MOTIFS
Conformément aux dispositions de l'article 455 du code de procédure civile, il est renvoyé aux conclusions des parties pour l'exposé des moyens développés au soutien de leurs prétentions respectives.
- Sur la recevabilité de la demande d'arrêt de l'exécution provisoire
L'assignation devant le premier juge est en date du 28 février 2024.
Postérieure au 1er janvier 2020, les dispositions de l'article 514-3 du code de procédure civile sont applicables à la demande d'arrêt de l'exécution provisoire.
Elles prévoient :
« En cas d'appel, le premier président peut être saisi afin d'arrêter l'exécution provisoire de la décision lorsqu'il existe un moyen sérieux d'annulation ou de réformation et que l'exécution risque d'entraîner des conséquences manifestement excessives.
La demande de la partie qui a comparu en première instance sans faire valoir d'observations sur l'exécution provisoire n'est recevable que si, outre l'existence d'un moyen sérieux d'annulation ou de réformation, l'exécution provisoire risque d'entraîner des conséquences manifestement excessives qui se sont révélées postérieurement à la décision de première instance ».
Monsieur [W] [F] comparant en première instance, n'ayant pas formulé d'observations sur l'exécution provisoire, doit pour être recevable en sa demande et conformément à l'alinéa 2 du texte susvisé, établir l'existence de conséquences manifestement excessives qui se sont révélées postérieurement à la décision dont appel.
Il expose qu'il a connu une hospitalisation et la délivrance d'un certificat médical attestant de la dégradation de son état de santé postérieurement à la décision de première instance, que ces éléments fondent la recevabilité de la demande d'arrêt de l'exécution provisoire, que son état de santé est incompatible avec l'idée d'un relogement.
Monsieur [T] [N] et madame [G] [U] épouse [N] répondent outre le fait que le motif de l'hospitalisation de monsieur [F] n'est pas mentionné , que l'événement n'est pas postérieur à la décision de première instance, qu'au surplus, les problèmes de santé de monsieur [F] étaient connus antérieurement au jugement critiqué.
Les conséquences manifestement excessives sont celles qui conduisent à une situation irréversible et d'une exceptionnelle gravité, à un péril financier irrémédiable.
Celles ci sont appréciées au regard de la situation du débiteur de l'obligation, compte tenu de ses facultés et au regard de celles de remboursement de la partie adverse.
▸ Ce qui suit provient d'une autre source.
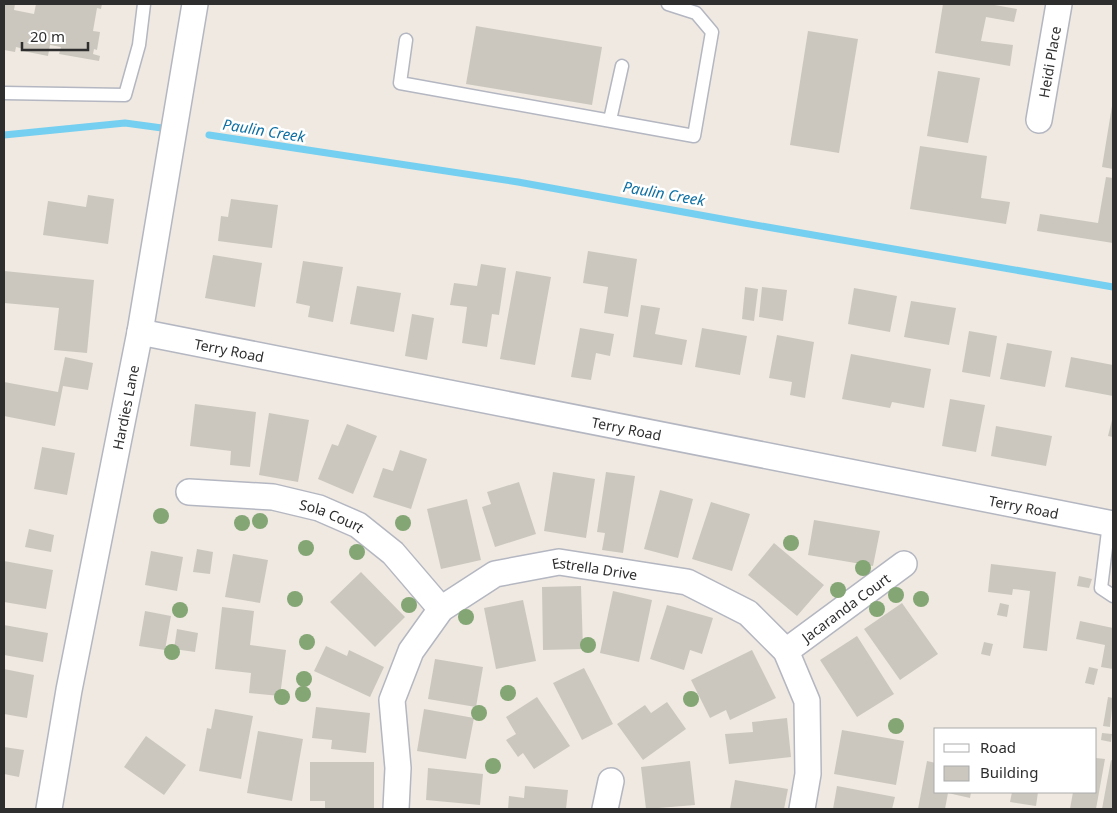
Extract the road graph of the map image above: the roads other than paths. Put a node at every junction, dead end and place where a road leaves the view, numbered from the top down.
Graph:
1 (144, 4) edge
2 (195, 4) edge
3 (668, 4) edge
4 (1059, 4) edge
5 (406, 40) dead end
6 (622, 66) dead end
7 (4, 93) edge
8 (610, 120) junction
9 (1039, 120) dead end
10 (140, 332) junction
11 (189, 492) dead end
12 (1111, 524) edge
13 (904, 564) dead end
14 (1113, 596) edge
15 (441, 609) junction
16 (786, 651) junction
17 (611, 781) dead end
18 (49, 809) edge
19 (396, 809) edge
20 (605, 809) edge
21 (802, 809) edge

1 - 7 lane
2 - 10 street, Hardies Lane
3 - 8 lane
4 - 9 street, Heidi Place
5 - 8 lane
6 - 8 lane
10 - 12 street, Terry Road
10 - 18 street, Hardies Lane
11 - 15 street, Sola Court
12 - 14 lane
13 - 16 street, Jacaranda Court
15 - 16 street, Estrella Drive
15 - 19 street, Estrella Drive
16 - 21 street, Estrella Drive
17 - 20 street

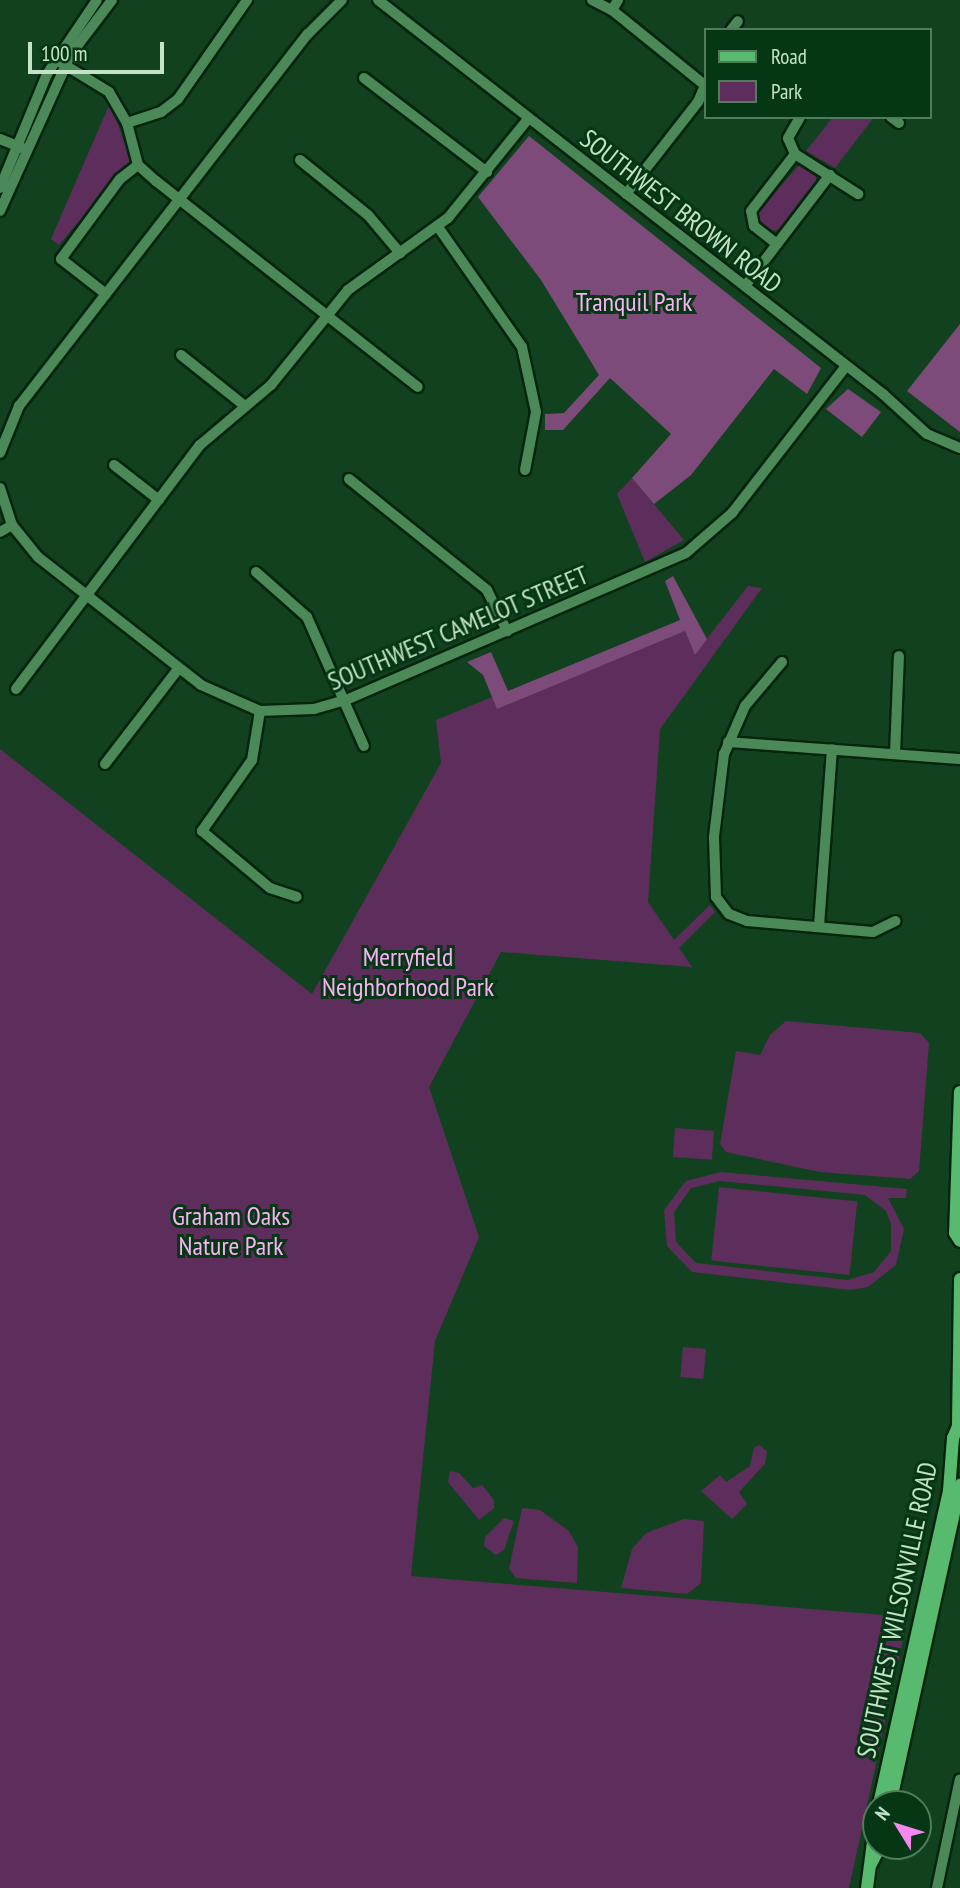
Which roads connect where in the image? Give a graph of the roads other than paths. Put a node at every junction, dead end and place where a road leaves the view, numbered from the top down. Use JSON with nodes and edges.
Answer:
{"nodes":[{"id":1,"x":97,"y":0,"type":"edge"},
{"id":2,"x":112,"y":0,"type":"edge"},
{"id":3,"x":247,"y":0,"type":"edge"},
{"id":4,"x":342,"y":0,"type":"edge"},
{"id":5,"x":378,"y":0,"type":"edge"},
{"id":6,"x":592,"y":0,"type":"edge"},
{"id":7,"x":618,"y":0,"type":"edge"},
{"id":8,"x":612,"y":10,"type":"junction"},
{"id":9,"x":55,"y":59,"type":"junction"},
{"id":10,"x":66,"y":64,"type":"junction"},
{"id":11,"x":364,"y":78,"type":"dead end"},
{"id":12,"x":704,"y":83,"type":"edge"},
{"id":13,"x":704,"y":88,"type":"edge"},
{"id":14,"x":528,"y":119,"type":"junction"},
{"id":15,"x":799,"y":119,"type":"edge"},
{"id":16,"x":127,"y":123,"type":"junction"},
{"id":17,"x":0,"y":139,"type":"edge"},
{"id":18,"x":18,"y":147,"type":"junction"},
{"id":19,"x":30,"y":150,"type":"junction"},
{"id":20,"x":794,"y":154,"type":"junction"},
{"id":21,"x":300,"y":160,"type":"dead end"},
{"id":22,"x":138,"y":165,"type":"junction"},
{"id":23,"x":487,"y":172,"type":"junction"},
{"id":24,"x":830,"y":175,"type":"junction"},
{"id":25,"x":0,"y":188,"type":"edge"},
{"id":26,"x":626,"y":194,"type":"junction"},
{"id":27,"x":858,"y":194,"type":"dead end"},
{"id":28,"x":180,"y":202,"type":"junction"},
{"id":29,"x":0,"y":211,"type":"edge"},
{"id":30,"x":438,"y":227,"type":"junction"},
{"id":31,"x":777,"y":243,"type":"junction"},
{"id":32,"x":400,"y":253,"type":"junction"},
{"id":33,"x":745,"y":286,"type":"junction"},
{"id":34,"x":106,"y":294,"type":"junction"},
{"id":35,"x":329,"y":315,"type":"junction"},
{"id":36,"x":181,"y":355,"type":"dead end"},
{"id":37,"x":846,"y":366,"type":"junction"},
{"id":38,"x":418,"y":387,"type":"dead end"},
{"id":39,"x":245,"y":406,"type":"junction"},
{"id":40,"x":960,"y":448,"type":"edge"},
{"id":41,"x":0,"y":453,"type":"edge"},
{"id":42,"x":114,"y":464,"type":"dead end"},
{"id":43,"x":525,"y":470,"type":"dead end"},
{"id":44,"x":349,"y":479,"type":"dead end"},
{"id":45,"x":0,"y":488,"type":"edge"},
{"id":46,"x":159,"y":500,"type":"junction"},
{"id":47,"x":12,"y":525,"type":"junction"},
{"id":48,"x":0,"y":532,"type":"edge"},
{"id":49,"x":256,"y":572,"type":"dead end"},
{"id":50,"x":88,"y":596,"type":"junction"},
{"id":51,"x":507,"y":631,"type":"junction"},
{"id":52,"x":899,"y":656,"type":"dead end"},
{"id":53,"x":782,"y":662,"type":"dead end"},
{"id":54,"x":179,"y":668,"type":"junction"},
{"id":55,"x":16,"y":689,"type":"dead end"},
{"id":56,"x":346,"y":700,"type":"junction"},
{"id":57,"x":260,"y":711,"type":"junction"},
{"id":58,"x":728,"y":742,"type":"junction"},
{"id":59,"x":363,"y":746,"type":"dead end"},
{"id":60,"x":832,"y":749,"type":"junction"},
{"id":61,"x":895,"y":754,"type":"junction"},
{"id":62,"x":960,"y":759,"type":"edge"},
{"id":63,"x":106,"y":764,"type":"dead end"},
{"id":64,"x":298,"y":897,"type":"dead end"},
{"id":65,"x":896,"y":921,"type":"dead end"},
{"id":66,"x":818,"y":926,"type":"junction"},
{"id":67,"x":960,"y":1092,"type":"edge"},
{"id":68,"x":960,"y":1241,"type":"edge"},
{"id":69,"x":960,"y":1279,"type":"edge"},
{"id":70,"x":960,"y":1345,"type":"edge"},
{"id":71,"x":959,"y":1428,"type":"edge"},
{"id":72,"x":960,"y":1485,"type":"edge"},
{"id":73,"x":960,"y":1779,"type":"edge"},
{"id":74,"x":882,"y":1790,"type":"edge"},
{"id":75,"x":893,"y":1790,"type":"edge"},
{"id":76,"x":870,"y":1860,"type":"edge"},
{"id":77,"x":873,"y":1860,"type":"edge"},
{"id":78,"x":871,"y":1864,"type":"junction"},
{"id":79,"x":867,"y":1888,"type":"edge"},
{"id":80,"x":937,"y":1888,"type":"edge"}],
"edges":[{"from":1,"to":9,"type":"street"},
{"from":2,"to":10,"type":"street"},
{"from":3,"to":16,"type":"street"},
{"from":4,"to":28,"type":"street"},
{"from":5,"to":14,"type":"street","name":"SOUTHWEST BROWN ROAD"},
{"from":6,"to":8,"type":"street"},
{"from":7,"to":8,"type":"street"},
{"from":8,"to":12,"type":"street"},
{"from":9,"to":10,"type":"street"},
{"from":9,"to":18,"type":"street"},
{"from":10,"to":16,"type":"street"},
{"from":10,"to":19,"type":"street"},
{"from":11,"to":23,"type":"street"},
{"from":13,"to":26,"type":"street"},
{"from":14,"to":23,"type":"street"},
{"from":14,"to":26,"type":"street","name":"SOUTHWEST BROWN ROAD"},
{"from":15,"to":20,"type":"street"},
{"from":16,"to":22,"type":"street"},
{"from":17,"to":18,"type":"street"},
{"from":18,"to":19,"type":"street"},
{"from":18,"to":25,"type":"street"},
{"from":19,"to":29,"type":"street"},
{"from":20,"to":24,"type":"street"},
{"from":20,"to":31,"type":"street"},
{"from":21,"to":32,"type":"street"},
{"from":22,"to":28,"type":"street"},
{"from":22,"to":34,"type":"street"},
{"from":23,"to":30,"type":"street"},
{"from":24,"to":27,"type":"street"},
{"from":24,"to":31,"type":"street"},
{"from":26,"to":33,"type":"street","name":"SOUTHWEST BROWN ROAD"},
{"from":28,"to":34,"type":"street"},
{"from":28,"to":35,"type":"street"},
{"from":30,"to":32,"type":"street"},
{"from":30,"to":43,"type":"street"},
{"from":31,"to":33,"type":"street"},
{"from":32,"to":35,"type":"street"},
{"from":33,"to":37,"type":"street","name":"SOUTHWEST BROWN ROAD"},
{"from":34,"to":41,"type":"street"},
{"from":35,"to":38,"type":"street"},
{"from":35,"to":39,"type":"street"},
{"from":36,"to":39,"type":"street"},
{"from":37,"to":40,"type":"street","name":"SOUTHWEST BROWN ROAD"},
{"from":37,"to":51,"type":"street","name":"SOUTHWEST CAMELOT STREET"},
{"from":39,"to":46,"type":"street"},
{"from":42,"to":46,"type":"street"},
{"from":44,"to":51,"type":"street"},
{"from":45,"to":47,"type":"street","name":"SOUTHWEST CAMELOT STREET"},
{"from":46,"to":50,"type":"street"},
{"from":47,"to":48,"type":"street"},
{"from":47,"to":50,"type":"street","name":"SOUTHWEST CAMELOT STREET"},
{"from":49,"to":56,"type":"street"},
{"from":50,"to":54,"type":"street","name":"SOUTHWEST CAMELOT STREET"},
{"from":50,"to":55,"type":"street"},
{"from":51,"to":56,"type":"street","name":"SOUTHWEST CAMELOT STREET"},
{"from":52,"to":61,"type":"street"},
{"from":53,"to":58,"type":"street"},
{"from":54,"to":57,"type":"street","name":"SOUTHWEST CAMELOT STREET"},
{"from":54,"to":63,"type":"street"},
{"from":56,"to":57,"type":"street","name":"SOUTHWEST CAMELOT STREET"},
{"from":56,"to":59,"type":"street"},
{"from":57,"to":64,"type":"street"},
{"from":58,"to":60,"type":"street"},
{"from":58,"to":66,"type":"street"},
{"from":60,"to":61,"type":"street"},
{"from":60,"to":66,"type":"street"},
{"from":61,"to":62,"type":"street"},
{"from":65,"to":66,"type":"street"},
{"from":67,"to":68,"type":"main road"},
{"from":69,"to":70,"type":"main road","name":"SOUTHWEST WILSONVILLE ROAD"},
{"from":70,"to":71,"type":"main road","name":"SOUTHWEST WILSONVILLE ROAD"},
{"from":71,"to":74,"type":"main road","name":"SOUTHWEST WILSONVILLE ROAD"},
{"from":72,"to":75,"type":"main road","name":"SOUTHWEST WILSONVILLE ROAD"},
{"from":73,"to":80,"type":"street"},
{"from":76,"to":78,"type":"main road"},
{"from":77,"to":78,"type":"main road"},
{"from":78,"to":79,"type":"main road"}]}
Ces deux critères d'application ne sont pas cumulatifs mais alternatifs.
Il sera rappelé que l'expulsion ne constitue pas, en elle-même, une conséquence manifestement excessive de nature à justifier une suspension de l'exécution provisoire.
Monsieur [F] produit un certificat médical, du 4 décembre 2025, faisant état d'un diabète et d'une insuffisance cardiaque déjà connus avant le jugement de première instance (pièce n°12 et 17- demandeur).
Monsieur [F] a certes connu une hospitalisation (pièce n°10 - demandeur) le 20 octobre 2025, avant le jugement de première instance du 04 novembre 2025, ainsi qu'une hospitalisation le 04 novembre 2025 (pièce n°11 - demandeur):ni l'une ni l'autre n'ont perduré.
Si monsieur [W] [F] justifie donc d'un état de santé dégradé (pièces n°3 à 9 - demandeur), il ne démontre que celui-ci s'est aggravé depuis la décision de première instance au point que cela constituerait désormais un obstacle à un déménagement en vue d'un relogement.
Il en résulte que monsieur [W] [F] échoue à démontrer l'existence de conséquences manifestement excessives qui se sont révélées postérieurement à la décision dont appel.
Par conséquent, monsieur [W] [F] sera déclaré irrecevable en sa demande d'arrêt de l'exécution provisoire attachée au jugement du 04 novembre 2025, rendu par le Juge des contentieux de la protection du Tribunal judiciaire de Toulon.
- Sur les autres demandes
Monsieur [W] [F] succombant à l'instance sera condamné aux dépens.
Il sera également condamné à payer à monsieur [T] [N] et madame [G] [U] épouse [N] la somme de 1.000 euros sur le fondement de l'article 700 du code de procédure civile.